═════ GIVEN ENTRIES ═════

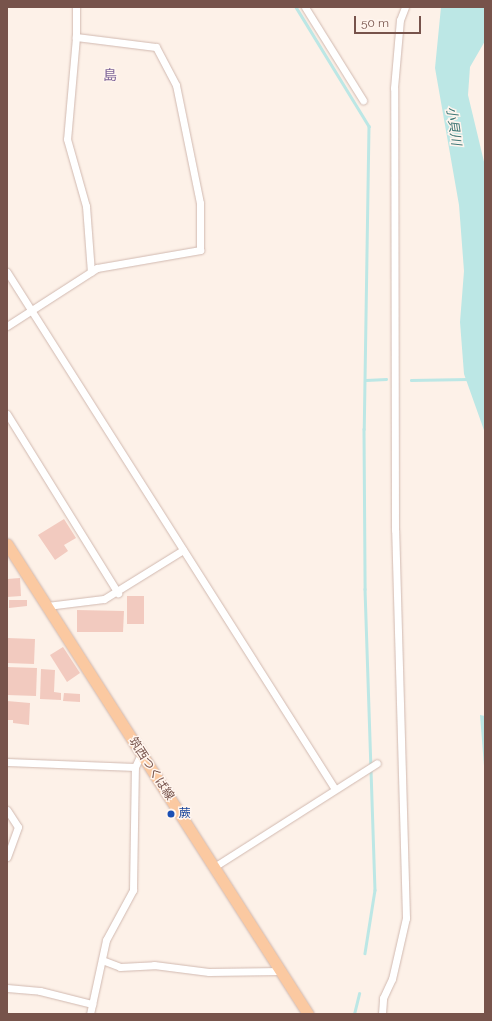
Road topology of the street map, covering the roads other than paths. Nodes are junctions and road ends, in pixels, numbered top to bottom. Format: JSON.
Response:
{"nodes":[{"id":1,"x":76,"y":7,"type":"edge"},
{"id":2,"x":305,"y":7,"type":"edge"},
{"id":3,"x":405,"y":7,"type":"edge"},
{"id":4,"x":76,"y":37,"type":"junction"},
{"id":5,"x":363,"y":100,"type":"dead end"},
{"id":6,"x":7,"y":272,"type":"edge"},
{"id":7,"x":90,"y":272,"type":"junction"},
{"id":8,"x":32,"y":311,"type":"junction"},
{"id":9,"x":7,"y":326,"type":"edge"},
{"id":10,"x":7,"y":414,"type":"edge"},
{"id":11,"x":7,"y":544,"type":"edge"},
{"id":12,"x":182,"y":550,"type":"junction"},
{"id":13,"x":118,"y":593,"type":"junction"},
{"id":14,"x":46,"y":606,"type":"junction"},
{"id":15,"x":141,"y":754,"type":"junction"},
{"id":16,"x":7,"y":762,"type":"edge"},
{"id":17,"x":376,"y":764,"type":"dead end"},
{"id":18,"x":135,"y":766,"type":"junction"},
{"id":19,"x":335,"y":789,"type":"junction"},
{"id":20,"x":7,"y":810,"type":"edge"},
{"id":21,"x":7,"y":857,"type":"edge"},
{"id":22,"x":214,"y":867,"type":"junction"},
{"id":23,"x":102,"y":960,"type":"junction"},
{"id":24,"x":281,"y":971,"type":"junction"},
{"id":25,"x":7,"y":988,"type":"edge"},
{"id":26,"x":92,"y":1004,"type":"junction"},
{"id":27,"x":90,"y":1014,"type":"edge"},
{"id":28,"x":308,"y":1014,"type":"edge"},
{"id":29,"x":382,"y":1014,"type":"edge"}],
"edges":[{"from":1,"to":4,"type":"street"},
{"from":2,"to":5,"type":"street"},
{"from":3,"to":29,"type":"street"},
{"from":4,"to":7,"type":"street"},
{"from":4,"to":7,"type":"street"},
{"from":6,"to":8,"type":"street"},
{"from":7,"to":8,"type":"street"},
{"from":8,"to":9,"type":"street"},
{"from":8,"to":12,"type":"street"},
{"from":10,"to":13,"type":"street"},
{"from":11,"to":14,"type":"main road","name":"筑西つくば線"},
{"from":12,"to":13,"type":"street"},
{"from":12,"to":19,"type":"street"},
{"from":13,"to":14,"type":"street"},
{"from":14,"to":15,"type":"main road","name":"筑西つくば線"},
{"from":15,"to":18,"type":"street"},
{"from":15,"to":22,"type":"main road","name":"筑西つくば線"},
{"from":16,"to":18,"type":"street"},
{"from":17,"to":19,"type":"street"},
{"from":18,"to":23,"type":"street"},
{"from":19,"to":22,"type":"street"},
{"from":20,"to":21,"type":"street"},
{"from":22,"to":24,"type":"main road","name":"筑西つくば線"},
{"from":23,"to":24,"type":"street"},
{"from":23,"to":26,"type":"street"},
{"from":24,"to":28,"type":"main road","name":"筑西つくば線"},
{"from":25,"to":26,"type":"street"},
{"from":26,"to":27,"type":"street"}]}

═════

▶ [WHAT YOU WILL DO]
The records above must be copied exactly, with no pictures carried over.

▶ [SOLUTION TO THE EXERCISE]
Road topology of the street map, covering the roads other than paths. Nodes are junctions and road ends, in pixels, numbered top to bottom. Format: JSON.
Response:
{"nodes":[{"id":1,"x":76,"y":7,"type":"edge"},
{"id":2,"x":305,"y":7,"type":"edge"},
{"id":3,"x":405,"y":7,"type":"edge"},
{"id":4,"x":76,"y":37,"type":"junction"},
{"id":5,"x":363,"y":100,"type":"dead end"},
{"id":6,"x":7,"y":272,"type":"edge"},
{"id":7,"x":90,"y":272,"type":"junction"},
{"id":8,"x":32,"y":311,"type":"junction"},
{"id":9,"x":7,"y":326,"type":"edge"},
{"id":10,"x":7,"y":414,"type":"edge"},
{"id":11,"x":7,"y":544,"type":"edge"},
{"id":12,"x":182,"y":550,"type":"junction"},
{"id":13,"x":118,"y":593,"type":"junction"},
{"id":14,"x":46,"y":606,"type":"junction"},
{"id":15,"x":141,"y":754,"type":"junction"},
{"id":16,"x":7,"y":762,"type":"edge"},
{"id":17,"x":376,"y":764,"type":"dead end"},
{"id":18,"x":135,"y":766,"type":"junction"},
{"id":19,"x":335,"y":789,"type":"junction"},
{"id":20,"x":7,"y":810,"type":"edge"},
{"id":21,"x":7,"y":857,"type":"edge"},
{"id":22,"x":214,"y":867,"type":"junction"},
{"id":23,"x":102,"y":960,"type":"junction"},
{"id":24,"x":281,"y":971,"type":"junction"},
{"id":25,"x":7,"y":988,"type":"edge"},
{"id":26,"x":92,"y":1004,"type":"junction"},
{"id":27,"x":90,"y":1014,"type":"edge"},
{"id":28,"x":308,"y":1014,"type":"edge"},
{"id":29,"x":382,"y":1014,"type":"edge"}],
"edges":[{"from":1,"to":4,"type":"street"},
{"from":2,"to":5,"type":"street"},
{"from":3,"to":29,"type":"street"},
{"from":4,"to":7,"type":"street"},
{"from":4,"to":7,"type":"street"},
{"from":6,"to":8,"type":"street"},
{"from":7,"to":8,"type":"street"},
{"from":8,"to":9,"type":"street"},
{"from":8,"to":12,"type":"street"},
{"from":10,"to":13,"type":"street"},
{"from":11,"to":14,"type":"main road","name":"筑西つくば線"},
{"from":12,"to":13,"type":"street"},
{"from":12,"to":19,"type":"street"},
{"from":13,"to":14,"type":"street"},
{"from":14,"to":15,"type":"main road","name":"筑西つくば線"},
{"from":15,"to":18,"type":"street"},
{"from":15,"to":22,"type":"main road","name":"筑西つくば線"},
{"from":16,"to":18,"type":"street"},
{"from":17,"to":19,"type":"street"},
{"from":18,"to":23,"type":"street"},
{"from":19,"to":22,"type":"street"},
{"from":20,"to":21,"type":"street"},
{"from":22,"to":24,"type":"main road","name":"筑西つくば線"},
{"from":23,"to":24,"type":"street"},
{"from":23,"to":26,"type":"street"},
{"from":24,"to":28,"type":"main road","name":"筑西つくば線"},
{"from":25,"to":26,"type":"street"},
{"from":26,"to":27,"type":"street"}]}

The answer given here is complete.